An initial batch of 94 nine-car trains has been ordered at a cost of £1.5billion to replace 1973 Stock trains on the Piccadilly line, with options for a total of 250 trains allowing replacement of all existing trains on the deep-level Central, Waterloo & City and Bakerloo lines. Planned starting date for the service is 2025, firstly on the Piccadilly line,  with a train driver, but equipped for driverless operation.

History

Background 
In the late 1990s, the Labour government initiated a public–private partnership (PPP) to reverse years of underinvestment in London Underground. Under the PPP contracts, two private consortiums (Metronet and Tube Lines) would maintain, renew and upgrade London Underground infrastructure over a period of 30 years from 2003. As part of the upgrade work, new rolling stock was to be ordered. 

Tube Lines planned to order 93 new Piccadilly line trains, which would enter service by 2014. In January 2007, Tube Lines started the process of ordering new Piccadilly line trains, by querying if train manufacturers would be interested in supplying them. Contract award was anticipated for 2008, with trains to enter service on the Piccadilly line in 2014. Following the delivery of 2009 Stock and S Stock trains in the 2010s, Metronet planned to order 24 new Bakerloo line trains, which would enter service by 2019.  

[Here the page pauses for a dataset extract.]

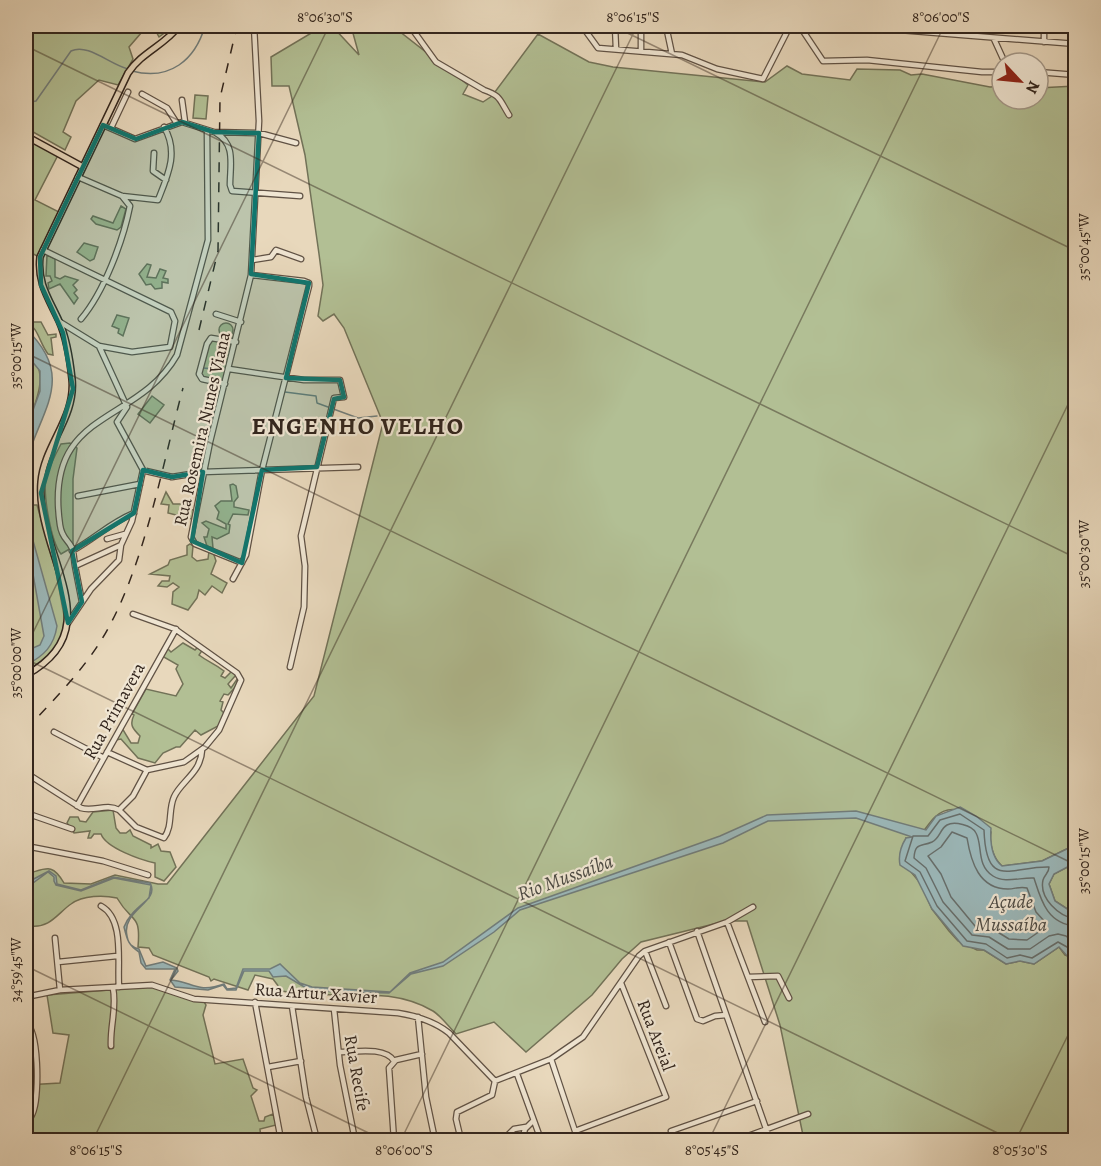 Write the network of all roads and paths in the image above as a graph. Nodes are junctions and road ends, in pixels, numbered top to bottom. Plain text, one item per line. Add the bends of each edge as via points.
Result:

However, Metronet was placed in administration in 2007 after cost overruns, and Transport for London (TfL) bought out the Tube Lines consortium in 2010, formally ending the PPP.

Feasibility and initial planning 
Following the collapse of the PPPs, TfL began planning the modernisation of Underground lines not started by the PPP. This project would include the eventual replacement of trains, new signalling and other upgrades to the Piccadilly, Central, Waterloo & City and Bakerloo lines. This would complete the modernisation of Underground lines started with the formation of TfL in 2000.

In 2017 TfL said that existing trains on the Bakerloo and Piccadilly lines were approaching the end of their useful lives, and the 1992 Stock used on the Central and Waterloo & City lines was significantly less reliable than more modern rolling stock.

Replacement of these older trains with open gangway rolling stock – similar to the S Stock used on the Underground's subsurface lines – would increase passenger capacity, with new automatic signalling increasing capacity further. Although the use of open gangways was considered in the late 1990s, the Bombardier 2009 Stock did not have open gangways. New trains would also have air conditioning, which earlier deep-level trains lacked.  

In 2011, Siemens presented "EVO" – a conceptual articulated train with walk-through cars, that would be 30tonnes lighter, consume 17 per cent less energy and have 11 per cent more passenger capacity than existing trains. A mock-up of the Siemens Inspiro design was exhibited at The Crystal between October 2013 and January 2014. Siemens also proposed building the new train in the UK, after being criticised for building the Class 700 Thameslink trains in Germany.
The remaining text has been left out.